Friday, May 15, 2009

Passion fruit cheesecake


Serves 8

There is a little comprimise here in that this uncooked version of cheesecake might have the tradionalists muttering, but the ultimate in creamy cheesecakes has to be this 'refrigerator' rather than 'oven' version. Despite sounding like something from the back of a packet this is actually a gorgeous, deep and infinitely sexy recipe. Though the appearance of passion fruit is unusual, it is necessary, so that the sharp fruit prevents the cake from cloying.

For the crumb base
120g butter
400g ginger biscuits
For the filling
250g mascarpone
75g icing sugar
a vanilla pod
400ml crème fraîche
300ml double cream
4 ripe, wrinkled passion fruits
8 sprigs white currants

Melt the butter in a small pan. Crush the biscuits to fine crumbs and stir them into the melted butter. Tip them into a 22cm, loose-bottomed cake tin and smooth them flat. Refrigerate for an hour or so until firm. You can speed the process by putting them in the freezer if you wish.
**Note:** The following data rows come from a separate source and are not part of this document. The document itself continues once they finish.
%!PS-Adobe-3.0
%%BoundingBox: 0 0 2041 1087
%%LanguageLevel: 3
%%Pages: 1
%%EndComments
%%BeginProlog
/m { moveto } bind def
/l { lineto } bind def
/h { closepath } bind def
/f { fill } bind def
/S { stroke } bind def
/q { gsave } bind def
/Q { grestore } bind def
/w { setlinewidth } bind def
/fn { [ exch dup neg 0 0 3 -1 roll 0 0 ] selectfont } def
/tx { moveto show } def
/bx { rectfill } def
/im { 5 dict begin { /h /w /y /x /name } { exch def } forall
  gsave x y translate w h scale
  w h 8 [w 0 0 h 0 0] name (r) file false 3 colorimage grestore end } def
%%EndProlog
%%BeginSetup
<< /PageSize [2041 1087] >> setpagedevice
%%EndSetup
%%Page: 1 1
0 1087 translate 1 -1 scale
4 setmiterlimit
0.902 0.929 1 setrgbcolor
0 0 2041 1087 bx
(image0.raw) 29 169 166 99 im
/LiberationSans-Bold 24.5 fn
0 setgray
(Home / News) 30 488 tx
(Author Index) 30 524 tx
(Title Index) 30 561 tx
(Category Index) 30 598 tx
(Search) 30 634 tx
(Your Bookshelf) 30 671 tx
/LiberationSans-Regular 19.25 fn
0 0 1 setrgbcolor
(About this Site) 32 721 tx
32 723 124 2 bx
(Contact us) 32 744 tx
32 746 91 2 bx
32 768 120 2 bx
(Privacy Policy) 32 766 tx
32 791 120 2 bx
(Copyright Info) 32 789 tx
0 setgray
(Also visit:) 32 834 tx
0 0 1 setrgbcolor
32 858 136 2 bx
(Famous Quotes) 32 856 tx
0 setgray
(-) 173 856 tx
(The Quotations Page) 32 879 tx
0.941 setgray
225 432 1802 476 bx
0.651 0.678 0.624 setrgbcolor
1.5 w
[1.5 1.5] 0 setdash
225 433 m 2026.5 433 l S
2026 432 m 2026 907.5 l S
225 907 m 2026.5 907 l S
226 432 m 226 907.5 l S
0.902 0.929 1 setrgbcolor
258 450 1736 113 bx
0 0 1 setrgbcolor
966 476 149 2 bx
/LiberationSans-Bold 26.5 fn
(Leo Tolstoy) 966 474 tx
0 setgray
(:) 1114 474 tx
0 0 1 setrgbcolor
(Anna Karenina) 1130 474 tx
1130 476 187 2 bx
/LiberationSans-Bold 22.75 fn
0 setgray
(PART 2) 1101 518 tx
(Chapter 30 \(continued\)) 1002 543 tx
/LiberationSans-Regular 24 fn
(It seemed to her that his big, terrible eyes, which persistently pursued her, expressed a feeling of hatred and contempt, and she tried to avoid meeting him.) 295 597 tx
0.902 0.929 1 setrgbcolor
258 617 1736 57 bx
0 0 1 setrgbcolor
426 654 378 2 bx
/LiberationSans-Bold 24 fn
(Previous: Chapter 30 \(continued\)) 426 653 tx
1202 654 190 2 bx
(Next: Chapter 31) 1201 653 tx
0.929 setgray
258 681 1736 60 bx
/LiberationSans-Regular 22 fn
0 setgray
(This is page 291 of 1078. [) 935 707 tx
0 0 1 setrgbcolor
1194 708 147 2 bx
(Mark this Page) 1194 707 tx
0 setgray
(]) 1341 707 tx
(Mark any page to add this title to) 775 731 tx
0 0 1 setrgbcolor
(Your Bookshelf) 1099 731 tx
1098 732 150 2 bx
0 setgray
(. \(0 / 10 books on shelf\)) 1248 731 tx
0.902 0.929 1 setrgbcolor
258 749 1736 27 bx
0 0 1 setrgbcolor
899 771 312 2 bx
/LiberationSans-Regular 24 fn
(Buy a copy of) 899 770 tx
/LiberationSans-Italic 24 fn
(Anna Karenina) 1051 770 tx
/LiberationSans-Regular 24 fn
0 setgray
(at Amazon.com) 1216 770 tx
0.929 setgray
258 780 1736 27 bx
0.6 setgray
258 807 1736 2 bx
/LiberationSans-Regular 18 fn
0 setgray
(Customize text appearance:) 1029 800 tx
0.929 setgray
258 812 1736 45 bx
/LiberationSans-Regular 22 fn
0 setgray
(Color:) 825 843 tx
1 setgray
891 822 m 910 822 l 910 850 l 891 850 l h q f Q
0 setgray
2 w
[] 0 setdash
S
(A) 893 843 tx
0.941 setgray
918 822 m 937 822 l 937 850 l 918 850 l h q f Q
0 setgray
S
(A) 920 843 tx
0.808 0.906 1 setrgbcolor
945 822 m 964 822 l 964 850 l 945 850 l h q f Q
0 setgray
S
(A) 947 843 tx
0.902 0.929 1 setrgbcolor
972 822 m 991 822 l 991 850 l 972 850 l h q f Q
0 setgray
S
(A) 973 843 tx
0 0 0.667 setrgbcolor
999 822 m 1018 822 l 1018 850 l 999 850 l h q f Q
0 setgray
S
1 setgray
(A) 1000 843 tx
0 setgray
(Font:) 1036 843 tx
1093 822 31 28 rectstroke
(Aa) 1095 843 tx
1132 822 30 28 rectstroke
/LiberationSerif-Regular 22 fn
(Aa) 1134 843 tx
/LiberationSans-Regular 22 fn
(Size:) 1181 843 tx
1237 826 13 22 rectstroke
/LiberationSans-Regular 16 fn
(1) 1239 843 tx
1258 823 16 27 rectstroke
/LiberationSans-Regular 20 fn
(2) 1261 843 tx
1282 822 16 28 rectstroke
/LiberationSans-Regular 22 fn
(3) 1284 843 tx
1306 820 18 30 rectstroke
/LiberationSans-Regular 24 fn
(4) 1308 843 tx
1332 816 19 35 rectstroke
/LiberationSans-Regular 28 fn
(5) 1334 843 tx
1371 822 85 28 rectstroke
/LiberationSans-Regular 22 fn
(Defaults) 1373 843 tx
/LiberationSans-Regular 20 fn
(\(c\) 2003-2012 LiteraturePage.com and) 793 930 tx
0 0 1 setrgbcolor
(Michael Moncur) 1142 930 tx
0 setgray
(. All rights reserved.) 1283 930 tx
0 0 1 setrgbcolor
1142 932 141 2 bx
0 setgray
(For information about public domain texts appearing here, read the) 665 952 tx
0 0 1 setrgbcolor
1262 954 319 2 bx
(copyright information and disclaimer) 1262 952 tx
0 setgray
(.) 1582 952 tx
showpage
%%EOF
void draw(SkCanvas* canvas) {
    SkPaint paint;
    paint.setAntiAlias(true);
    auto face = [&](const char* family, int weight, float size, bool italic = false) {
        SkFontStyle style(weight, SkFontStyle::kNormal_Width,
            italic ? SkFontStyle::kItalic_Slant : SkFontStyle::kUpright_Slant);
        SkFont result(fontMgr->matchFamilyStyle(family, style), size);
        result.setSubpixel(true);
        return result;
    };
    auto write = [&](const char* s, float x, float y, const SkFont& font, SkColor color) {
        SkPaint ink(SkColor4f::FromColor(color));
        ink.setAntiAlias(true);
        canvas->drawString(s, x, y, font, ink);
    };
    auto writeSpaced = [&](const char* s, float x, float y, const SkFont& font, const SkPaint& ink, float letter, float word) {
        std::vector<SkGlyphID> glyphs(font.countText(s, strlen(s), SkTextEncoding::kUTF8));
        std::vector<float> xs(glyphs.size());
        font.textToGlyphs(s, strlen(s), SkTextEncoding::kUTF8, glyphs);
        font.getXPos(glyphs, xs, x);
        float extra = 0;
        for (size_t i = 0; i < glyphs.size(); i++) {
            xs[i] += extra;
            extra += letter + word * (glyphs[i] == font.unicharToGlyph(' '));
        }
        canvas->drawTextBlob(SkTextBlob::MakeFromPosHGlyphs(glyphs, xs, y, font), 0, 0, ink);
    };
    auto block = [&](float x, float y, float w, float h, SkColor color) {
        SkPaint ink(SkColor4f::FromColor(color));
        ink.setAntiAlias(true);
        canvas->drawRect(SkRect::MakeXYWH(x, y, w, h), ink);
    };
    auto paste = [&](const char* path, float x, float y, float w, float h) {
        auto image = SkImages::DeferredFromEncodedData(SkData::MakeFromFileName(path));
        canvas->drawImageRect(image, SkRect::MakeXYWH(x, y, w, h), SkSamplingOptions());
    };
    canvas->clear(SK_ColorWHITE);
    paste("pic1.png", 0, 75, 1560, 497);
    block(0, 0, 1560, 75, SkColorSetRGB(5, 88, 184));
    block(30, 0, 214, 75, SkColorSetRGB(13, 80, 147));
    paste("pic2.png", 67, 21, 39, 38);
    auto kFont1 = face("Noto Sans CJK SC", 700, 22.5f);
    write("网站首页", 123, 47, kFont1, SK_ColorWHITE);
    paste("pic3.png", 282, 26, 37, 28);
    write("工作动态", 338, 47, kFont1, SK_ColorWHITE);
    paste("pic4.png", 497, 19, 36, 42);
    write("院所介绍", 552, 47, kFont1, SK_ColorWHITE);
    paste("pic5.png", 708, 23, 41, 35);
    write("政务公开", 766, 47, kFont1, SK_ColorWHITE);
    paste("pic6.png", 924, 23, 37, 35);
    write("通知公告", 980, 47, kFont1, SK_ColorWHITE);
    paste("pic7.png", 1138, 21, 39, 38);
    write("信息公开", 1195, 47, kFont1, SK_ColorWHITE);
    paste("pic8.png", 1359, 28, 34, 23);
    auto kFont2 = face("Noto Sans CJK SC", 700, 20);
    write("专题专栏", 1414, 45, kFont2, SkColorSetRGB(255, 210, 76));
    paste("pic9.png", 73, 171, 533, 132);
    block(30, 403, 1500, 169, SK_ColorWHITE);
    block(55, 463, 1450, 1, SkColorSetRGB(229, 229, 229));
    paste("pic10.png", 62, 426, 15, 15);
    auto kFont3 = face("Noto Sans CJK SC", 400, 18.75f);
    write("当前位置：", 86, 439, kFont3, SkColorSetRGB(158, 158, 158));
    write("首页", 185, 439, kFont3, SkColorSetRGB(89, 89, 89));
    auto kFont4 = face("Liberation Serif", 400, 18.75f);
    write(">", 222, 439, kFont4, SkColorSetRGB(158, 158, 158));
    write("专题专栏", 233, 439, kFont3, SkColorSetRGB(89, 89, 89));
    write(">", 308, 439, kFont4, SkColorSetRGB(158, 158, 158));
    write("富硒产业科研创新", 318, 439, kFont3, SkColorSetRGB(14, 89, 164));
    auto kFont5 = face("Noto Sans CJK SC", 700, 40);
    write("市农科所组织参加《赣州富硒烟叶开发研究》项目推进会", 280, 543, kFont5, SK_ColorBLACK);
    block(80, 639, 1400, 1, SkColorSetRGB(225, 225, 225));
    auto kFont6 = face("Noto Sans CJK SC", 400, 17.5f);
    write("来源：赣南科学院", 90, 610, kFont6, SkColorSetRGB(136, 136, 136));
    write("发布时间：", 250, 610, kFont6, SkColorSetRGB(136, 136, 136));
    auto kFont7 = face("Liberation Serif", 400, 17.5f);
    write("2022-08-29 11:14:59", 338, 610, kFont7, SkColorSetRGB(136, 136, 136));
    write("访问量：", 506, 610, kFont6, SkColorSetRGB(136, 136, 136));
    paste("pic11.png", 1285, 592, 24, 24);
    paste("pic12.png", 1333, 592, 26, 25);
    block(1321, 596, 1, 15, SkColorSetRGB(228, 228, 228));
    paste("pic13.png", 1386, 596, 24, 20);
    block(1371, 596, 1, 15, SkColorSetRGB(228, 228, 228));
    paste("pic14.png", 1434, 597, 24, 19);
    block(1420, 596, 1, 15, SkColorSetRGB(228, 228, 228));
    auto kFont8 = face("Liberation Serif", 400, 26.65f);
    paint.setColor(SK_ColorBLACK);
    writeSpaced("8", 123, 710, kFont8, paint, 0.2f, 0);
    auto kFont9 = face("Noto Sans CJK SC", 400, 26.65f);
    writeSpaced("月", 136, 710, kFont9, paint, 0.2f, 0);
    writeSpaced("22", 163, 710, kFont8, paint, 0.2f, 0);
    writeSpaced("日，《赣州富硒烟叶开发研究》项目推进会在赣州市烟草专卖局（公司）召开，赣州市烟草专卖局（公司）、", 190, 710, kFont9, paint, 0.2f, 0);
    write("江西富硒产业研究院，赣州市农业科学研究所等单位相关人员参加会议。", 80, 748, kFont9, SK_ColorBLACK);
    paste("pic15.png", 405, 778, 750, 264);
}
Put the mascarpone and icing sugar in the bowl of a food mixer and beat smooth. Scrape out the seeds from the vanilla pod with the point of a knife and stir them into the mascarpone with crème fraîche.

Whip the cream until it will stand in soft folds, and then stir it gently into the mascarpone mixture.

Scrape the mixture into the cake tin and cover with kitchen film. Leave to chill for a good hour. To serve, remove the cake from the tin, cut the passion fruits in half and squeeze the seeds and juice over the cheesecake. Add a few sprigs of white currants, if you wish.